Stored items
- Opening Delimiter -
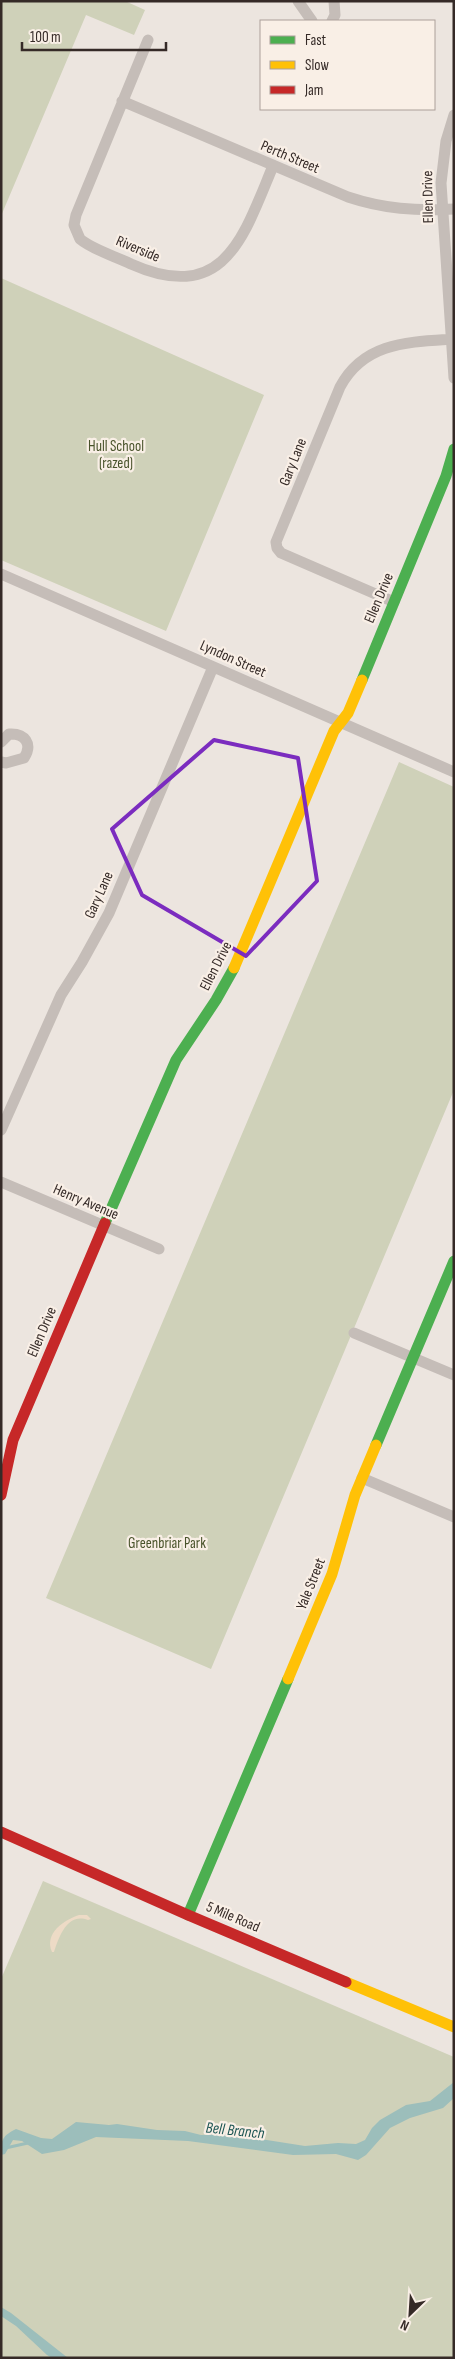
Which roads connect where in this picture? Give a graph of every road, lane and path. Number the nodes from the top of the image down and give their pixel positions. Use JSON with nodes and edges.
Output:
{"nodes":[{"id":1,"x":298,"y":1,"type":"edge"},
{"id":2,"x":334,"y":1,"type":"edge"},
{"id":3,"x":311,"y":20,"type":"edge"},
{"id":4,"x":333,"y":20,"type":"edge"},
{"id":5,"x":148,"y":40,"type":"dead end"},
{"id":6,"x":122,"y":101,"type":"junction"},
{"id":7,"x":454,"y":115,"type":"edge"},
{"id":8,"x":273,"y":166,"type":"junction"},
{"id":9,"x":448,"y":209,"type":"edge"},
{"id":10,"x":453,"y":339,"type":"edge"},
{"id":11,"x":454,"y":370,"type":"edge"},
{"id":12,"x":454,"y":449,"type":"edge"},
{"id":13,"x":1,"y":574,"type":"edge"},
{"id":14,"x":394,"y":602,"type":"junction"},
{"id":15,"x":213,"y":667,"type":"junction"},
{"id":16,"x":342,"y":722,"type":"junction"},
{"id":17,"x":1,"y":742,"type":"edge"},
{"id":18,"x":1,"y":762,"type":"edge"},
{"id":19,"x":454,"y":772,"type":"edge"},
{"id":20,"x":1,"y":1130,"type":"edge"},
{"id":21,"x":1,"y":1182,"type":"edge"},
{"id":22,"x":104,"y":1227,"type":"junction"},
{"id":23,"x":159,"y":1249,"type":"dead end"},
{"id":24,"x":454,"y":1261,"type":"edge"},
{"id":25,"x":354,"y":1333,"type":"dead end"},
{"id":26,"x":413,"y":1358,"type":"junction"},
{"id":27,"x":454,"y":1375,"type":"edge"},
{"id":28,"x":362,"y":1478,"type":"junction"},
{"id":29,"x":1,"y":1494,"type":"edge"},
{"id":30,"x":454,"y":1517,"type":"edge"},
{"id":31,"x":1,"y":1832,"type":"edge"},
{"id":32,"x":188,"y":1915,"type":"junction"},
{"id":33,"x":454,"y":2028,"type":"edge"}],
"edges":[{"from":1,"to":3,"type":"street"},
{"from":2,"to":4,"type":"street"},
{"from":5,"to":6,"type":"street"},
{"from":6,"to":8,"type":"street","name":"Perth Street"},
{"from":6,"to":8,"type":"street","name":"Riverside"},
{"from":7,"to":9,"type":"street","name":"Ellen Drive"},
{"from":8,"to":9,"type":"street","name":"Perth Street"},
{"from":9,"to":10,"type":"street","name":"Ellen Drive"},
{"from":10,"to":11,"type":"street","name":"Ellen Drive"},
{"from":10,"to":14,"type":"street","name":"Gary Lane"},
{"from":12,"to":14,"type":"street","name":"Ellen Drive"},
{"from":13,"to":15,"type":"street","name":"Lyndon Street"},
{"from":14,"to":16,"type":"street","name":"Ellen Drive"},
{"from":15,"to":16,"type":"street","name":"Lyndon Street"},
{"from":15,"to":20,"type":"street","name":"Gary Lane"},
{"from":16,"to":19,"type":"street","name":"Lyndon Street"},
{"from":16,"to":22,"type":"street","name":"Ellen Drive"},
{"from":17,"to":18,"type":"street"},
{"from":21,"to":22,"type":"street","name":"Henry Avenue"},
{"from":22,"to":23,"type":"street","name":"Henry Avenue"},
{"from":22,"to":29,"type":"street","name":"Ellen Drive"},
{"from":24,"to":26,"type":"street","name":"Yale Street"},
{"from":25,"to":26,"type":"street"},
{"from":26,"to":27,"type":"street"},
{"from":26,"to":28,"type":"street","name":"Yale Street"},
{"from":28,"to":30,"type":"street"},
{"from":28,"to":32,"type":"street","name":"Yale Street"},
{"from":31,"to":32,"type":"street","name":"5 Mile Road"},
{"from":32,"to":33,"type":"street","name":"5 Mile Road"}]}
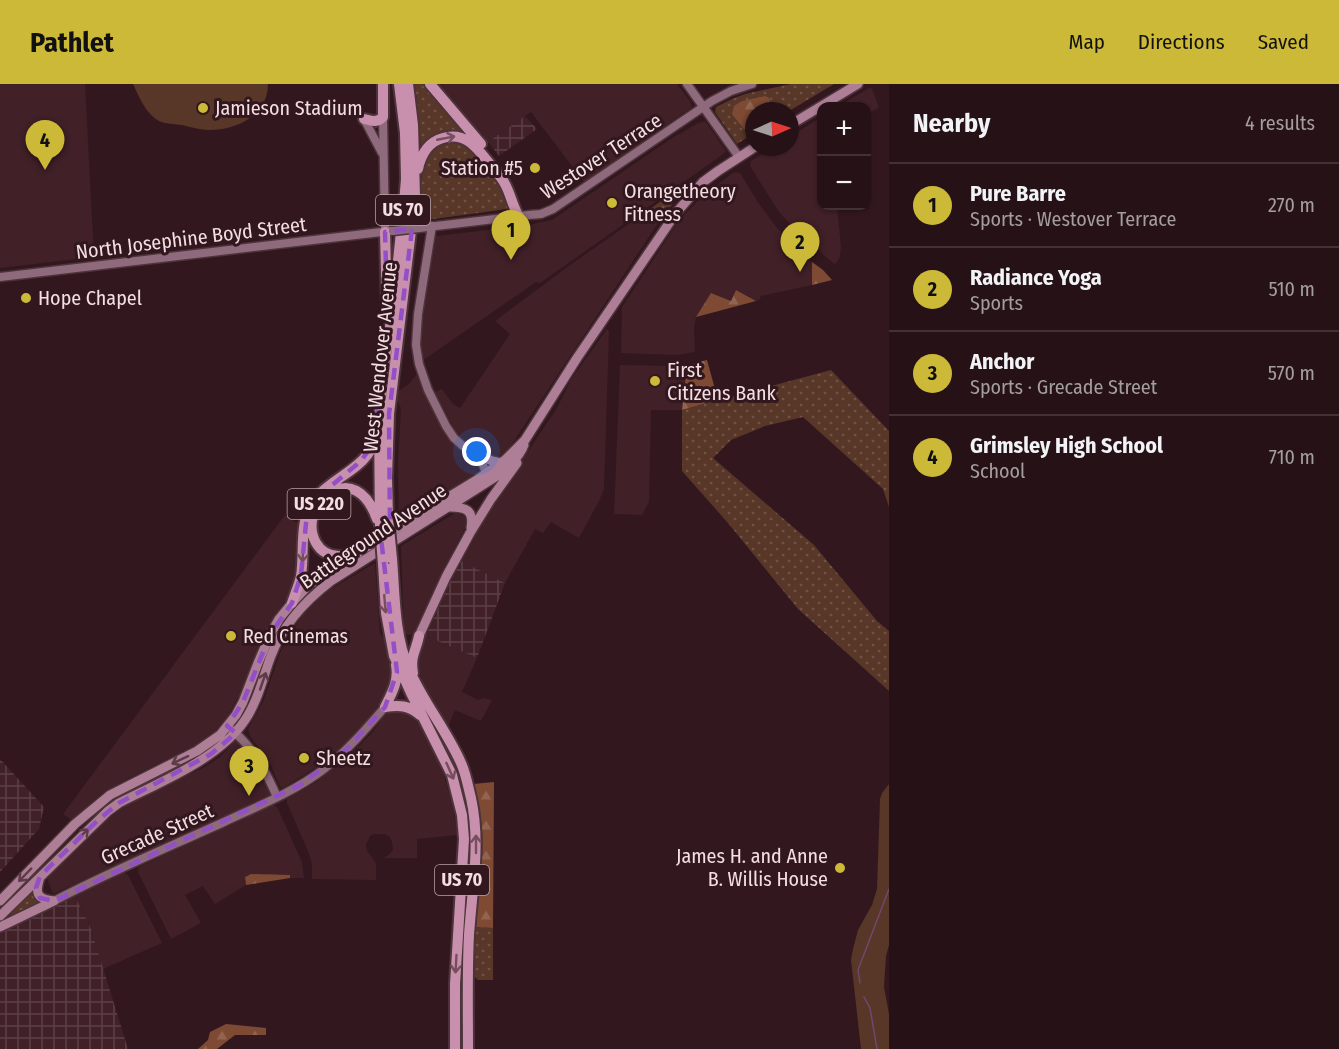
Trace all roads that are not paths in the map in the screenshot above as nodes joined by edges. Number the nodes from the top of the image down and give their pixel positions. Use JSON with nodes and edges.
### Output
{"nodes":[{"id":1,"x":383,"y":84,"type":"edge"},
{"id":2,"x":399,"y":84,"type":"edge"},
{"id":3,"x":408,"y":84,"type":"edge"},
{"id":4,"x":430,"y":84,"type":"edge"},
{"id":5,"x":687,"y":84,"type":"edge"},
{"id":6,"x":752,"y":84,"type":"edge"},
{"id":7,"x":858,"y":84,"type":"edge"},
{"id":8,"x":704,"y":107,"type":"junction"},
{"id":9,"x":383,"y":117,"type":"junction"},
{"id":10,"x":364,"y":119,"type":"joint"},
{"id":11,"x":799,"y":120,"type":"edge"},
{"id":12,"x":745,"y":153,"type":"edge"},
{"id":13,"x":739,"y":157,"type":"junction"},
{"id":14,"x":384,"y":160,"type":"junction"},
{"id":15,"x":416,"y":181,"type":"junction"},
{"id":16,"x":519,"y":217,"type":"junction"},
{"id":17,"x":432,"y":226,"type":"junction"},
{"id":18,"x":389,"y":231,"type":"junction"},
{"id":19,"x":0,"y":277,"type":"edge"},
{"id":20,"x":388,"y":336,"type":"junction"},
{"id":21,"x":384,"y":416,"type":"junction"},
{"id":22,"x":525,"y":440,"type":"junction"},
{"id":23,"x":521,"y":452,"type":"junction"},
{"id":24,"x":477,"y":454,"type":"junction"},
{"id":25,"x":501,"y":463,"type":"junction"},
{"id":26,"x":487,"y":477,"type":"junction"},
{"id":27,"x":490,"y":499,"type":"junction"},
{"id":28,"x":449,"y":507,"type":"junction"},
{"id":29,"x":380,"y":526,"type":"junction"},
{"id":30,"x":470,"y":533,"type":"junction"},
{"id":31,"x":357,"y":552,"type":"junction"},
{"id":32,"x":387,"y":561,"type":"junction"},
{"id":33,"x":292,"y":603,"type":"junction"},
{"id":34,"x":397,"y":621,"type":"junction"},
{"id":35,"x":419,"y":636,"type":"junction"},
{"id":36,"x":394,"y":656,"type":"junction"},
{"id":37,"x":414,"y":680,"type":"junction"},
{"id":38,"x":385,"y":707,"type":"junction"},
{"id":39,"x":424,"y":718,"type":"junction"},
{"id":40,"x":231,"y":729,"type":"junction"},
{"id":41,"x":278,"y":797,"type":"junction"},
{"id":42,"x":40,"y":876,"type":"junction"},
{"id":43,"x":0,"y":900,"type":"edge"},
{"id":44,"x":54,"y":900,"type":"junction"},
{"id":45,"x":0,"y":916,"type":"edge"},
{"id":46,"x":0,"y":927,"type":"edge"},
{"id":47,"x":457,"y":1049,"type":"edge"},
{"id":48,"x":468,"y":1049,"type":"edge"}],
"edges":[{"from":1,"to":9,"type":"highway"},
{"from":2,"to":20,"type":"highway","name":"West Wendover Avenue","number":"US 70"},
{"from":3,"to":15,"type":"highway","name":"West Wendover Avenue","number":"US 70"},
{"from":4,"to":16,"type":"highway"},
{"from":5,"to":8,"type":"main road"},
{"from":6,"to":8,"type":"main road","name":"Westover Terrace"},
{"from":7,"to":11,"type":"main road"},
{"from":8,"to":13,"type":"main road"},
{"from":8,"to":16,"type":"main road","name":"Westover Terrace"},
{"from":9,"to":10,"type":"highway"},
{"from":9,"to":14,"type":"main road"},
{"from":10,"to":14,"type":"main road"},
{"from":12,"to":13,"type":"main road","name":"Battleground Avenue","number":"US 220"},
{"from":13,"to":22,"type":"main road","name":"Battleground Avenue","number":"US 220"},
{"from":14,"to":18,"type":"main road"},
{"from":15,"to":16,"type":"highway","one_way":true},
{"from":15,"to":21,"type":"highway","name":"West Wendover Avenue","number":"US 70"},
{"from":16,"to":17,"type":"main road","name":"Westover Terrace"},
{"from":17,"to":18,"type":"main road","name":"Westover Terrace","bridge":true},
{"from":17,"to":24,"type":"main road"},
{"from":18,"to":19,"type":"main road","name":"North Josephine Boyd Street"},
{"from":18,"to":20,"type":"highway"},
{"from":20,"to":21,"type":"highway","name":"West Wendover Avenue","number":"US 70"},
{"from":21,"to":29,"type":"highway","name":"West Wendover Avenue","number":"US 70"},
{"from":21,"to":32,"type":"highway","name":"West Wendover Avenue","number":"US 70","bridge":true},
{"from":21,"to":33,"type":"highway","one_way":true},
{"from":22,"to":23,"type":"main road","name":"Battleground Avenue","number":"US 220"},
{"from":22,"to":25,"type":"main road","name":"Battleground Avenue","number":"US 220"},
{"from":23,"to":26,"type":"main road","name":"Battleground Avenue"},
{"from":23,"to":27,"type":"main road","number":"US 220"},
{"from":24,"to":25,"type":"main road"},
{"from":24,"to":26,"type":"main road"},
{"from":25,"to":26,"type":"main road","name":"Battleground Avenue","number":"US 220"},
{"from":26,"to":27,"type":"main road"},
{"from":26,"to":28,"type":"main road","name":"Battleground Avenue"},
{"from":26,"to":31,"type":"main road","name":"Battleground Avenue","number":"US 220"},
{"from":27,"to":30,"type":"main road","number":"US 220"},
{"from":28,"to":30,"type":"main road"},
{"from":40,"to":28,"type":"main road","name":"Battleground Avenue","one_way":true},
{"from":29,"to":31,"type":"highway","number":"US 220"},
{"from":29,"to":32,"type":"highway","name":"West Wendover Avenue","number":"US 70","bridge":true},
{"from":30,"to":35,"type":"main road","number":"US 220"},
{"from":31,"to":33,"type":"main road","name":"Battleground Avenue"},
{"from":32,"to":34,"type":"highway","name":"West Wendover Avenue","number":"US 70"},
{"from":32,"to":36,"type":"highway","name":"West Wendover Avenue","number":"US 70","one_way":true},
{"from":33,"to":40,"type":"main road","name":"Battleground Avenue"},
{"from":34,"to":35,"type":"highway"},
{"from":34,"to":37,"type":"highway","name":"West Wendover Avenue","number":"US 70"},
{"from":35,"to":37,"type":"highway","number":"US 220"},
{"from":36,"to":38,"type":"highway"},
{"from":36,"to":39,"type":"highway","name":"West Wendover Avenue","number":"US 70"},
{"from":48,"to":37,"type":"highway","name":"West Wendover Avenue","number":"US 70","one_way":true},
{"from":38,"to":39,"type":"highway"},
{"from":38,"to":41,"type":"main road","name":"Grecade Street"},
{"from":39,"to":47,"type":"highway","name":"West Wendover Avenue","number":"US 70","one_way":true},
{"from":40,"to":41,"type":"main road"},
{"from":42,"to":40,"type":"main road","name":"Battleground Avenue","one_way":true},
{"from":40,"to":43,"type":"main road","name":"Battleground Avenue","one_way":true},
{"from":41,"to":44,"type":"main road","name":"Grecade Street"},
{"from":42,"to":44,"type":"main road"},
{"from":42,"to":45,"type":"main road","name":"Battleground Avenue"},
{"from":44,"to":46,"type":"main road"}]}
- Closing Delimiter -
- Assignment -
If a line in the records above contains the word "Perth", copy it.

- Response area -
{"from":6,"to":8,"type":"street","name":"Perth Street"},
{"from":8,"to":9,"type":"street","name":"Perth Street"},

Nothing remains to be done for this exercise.